If I increase the number(to 160.0
for example) it starts giving some kind of weird zoom-out effect:
And if I decrease the number(in this example to 125.0
) I get this partially black picture:
As I understand it, after I've simplified smallpt a little bit, in the main
function we get a random point in each subpixel normalized by the width/height between -0.5
and 0.5
, and then calculate the new ray direction by multiplying the x and y axis by these offsets, then adding everything together to obtain the new direction, something like this:
fov_scale = 2.0 * tan(vertical_fov / 2.0)

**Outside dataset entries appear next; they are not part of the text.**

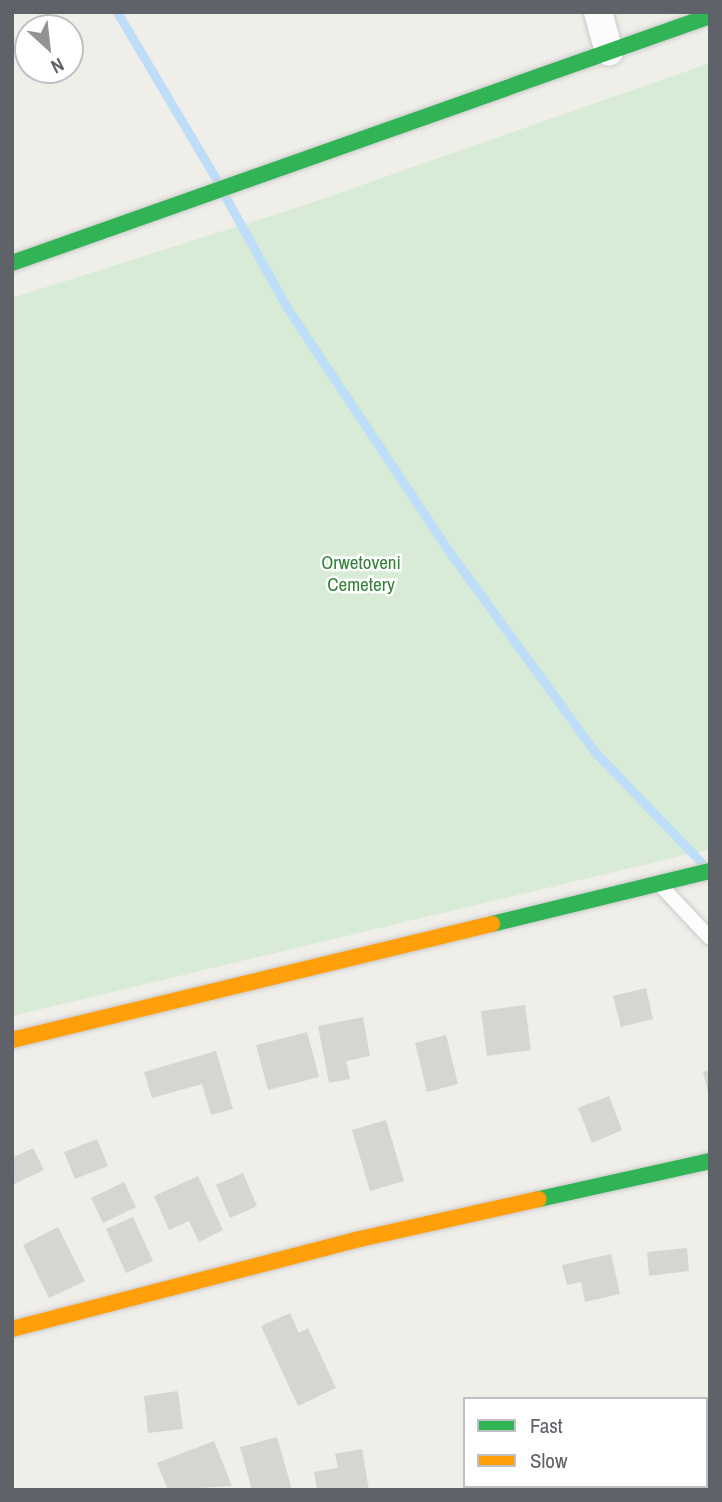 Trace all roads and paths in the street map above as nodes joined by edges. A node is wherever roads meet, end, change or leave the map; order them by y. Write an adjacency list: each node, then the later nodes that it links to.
1 (598, 12): 3 (street)
2 (710, 16): 3 (street)
3 (610, 51): 4 (street)
4 (12, 263)
5 (710, 871): 6 (street)
6 (661, 886): 7 (lane); 8 (street)
7 (710, 938)
8 (12, 1040)
9 (710, 1161): 10 (street)
10 (12, 1329) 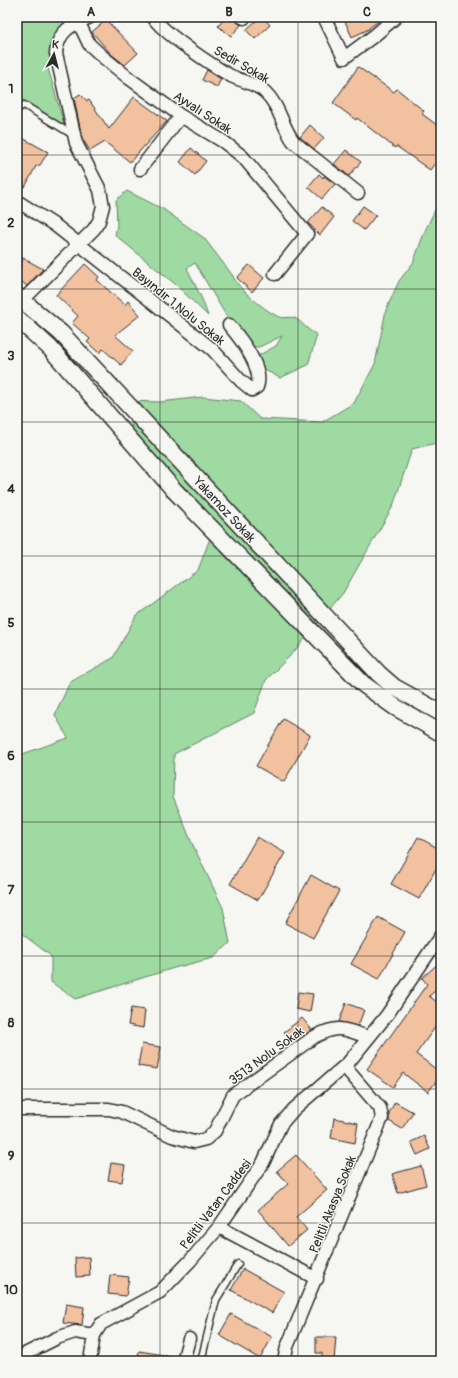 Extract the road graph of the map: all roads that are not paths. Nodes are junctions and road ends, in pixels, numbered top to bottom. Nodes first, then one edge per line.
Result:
1 (90, 17) edge
2 (153, 17) edge
3 (324, 17) edge
4 (396, 17) edge
5 (79, 23) junction
6 (17, 109) edge
7 (181, 116) junction
8 (74, 135) junction
9 (140, 169) dead end
10 (358, 193) dead end
11 (17, 201) edge
12 (80, 244) junction
13 (275, 274) dead end
14 (19, 300) edge
15 (17, 318) edge
16 (229, 325) dead end
17 (441, 713) edge
18 (441, 733) edge
19 (441, 935) edge
20 (437, 948) edge
21 (368, 1037) junction
22 (344, 1066) junction
23 (17, 1109) edge
24 (219, 1227) junction
25 (238, 1264) dead end
26 (316, 1279) junction
27 (94, 1335) junction
28 (189, 1339) dead end
29 (17, 1358) edge
30 (90, 1361) edge
31 (183, 1361) edge
32 (201, 1361) edge
33 (284, 1361) edge

1 - 5 street
2 - 10 street, Sedir Sokak
3 - 4 street
5 - 7 street, Ayvalı Sokak
5 - 8 street
6 - 8 lane
7 - 9 street
7 - 13 street, Ayvalı Sokak
8 - 12 street
11 - 12 street
12 - 14 street
12 - 16 street, Bayındır 1 Nolu Sokak
14 - 17 main road, Yakamoz Sokak
15 - 18 main road, Yakamoz Sokak
19 - 20 street, Pelitli Vatan Caddesi
20 - 21 street, Pelitli Vatan Caddesi
21 - 22 street, Pelitli Vatan Caddesi
21 - 23 street, 3513 Nolu Sokak
22 - 24 street, Pelitli Vatan Caddesi
22 - 26 street, Pelitli Akasya Sokak
24 - 26 street
24 - 27 street, Pelitli Vatan Caddesi
25 - 32 lane
26 - 33 street, Pelitli Akasya Sokak
27 - 29 street
27 - 30 street
28 - 31 street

cam_x_axis = vec3(aspect_ratio * fov_scale, 0, 0)
cam_y_axis = normalize(cross(cam_x_axis, cam_direction))
for x, y:
for sx, sy, samps:
// not using smallpt's tent filter
x_in_subpixel = x + sx * 0.5 + erand48(Xi) * 0.5
y_in_subpixel = y + sy * 0.5 + erand48(Xi) * 0.5
// normalize them between -0.5 and 0.5
new_x = x_in_subpixel / w - 0.5
new_y = y_in_subpixel / h - 0.5
offset_x = cam_x_axis * new_x
offset_y = cam_y_axis * new_y
new_direction = cam_direction + offset_x + offset_y
// here we can see that magic number
new_ray = ray(cam_position + new_direction * 140, normalize(new_direction))
So my questions are:
- What does this number mean?
- Can I calculate it programmatically to be exactly what is expected(maybe depending on the field of view, width/height of the image)?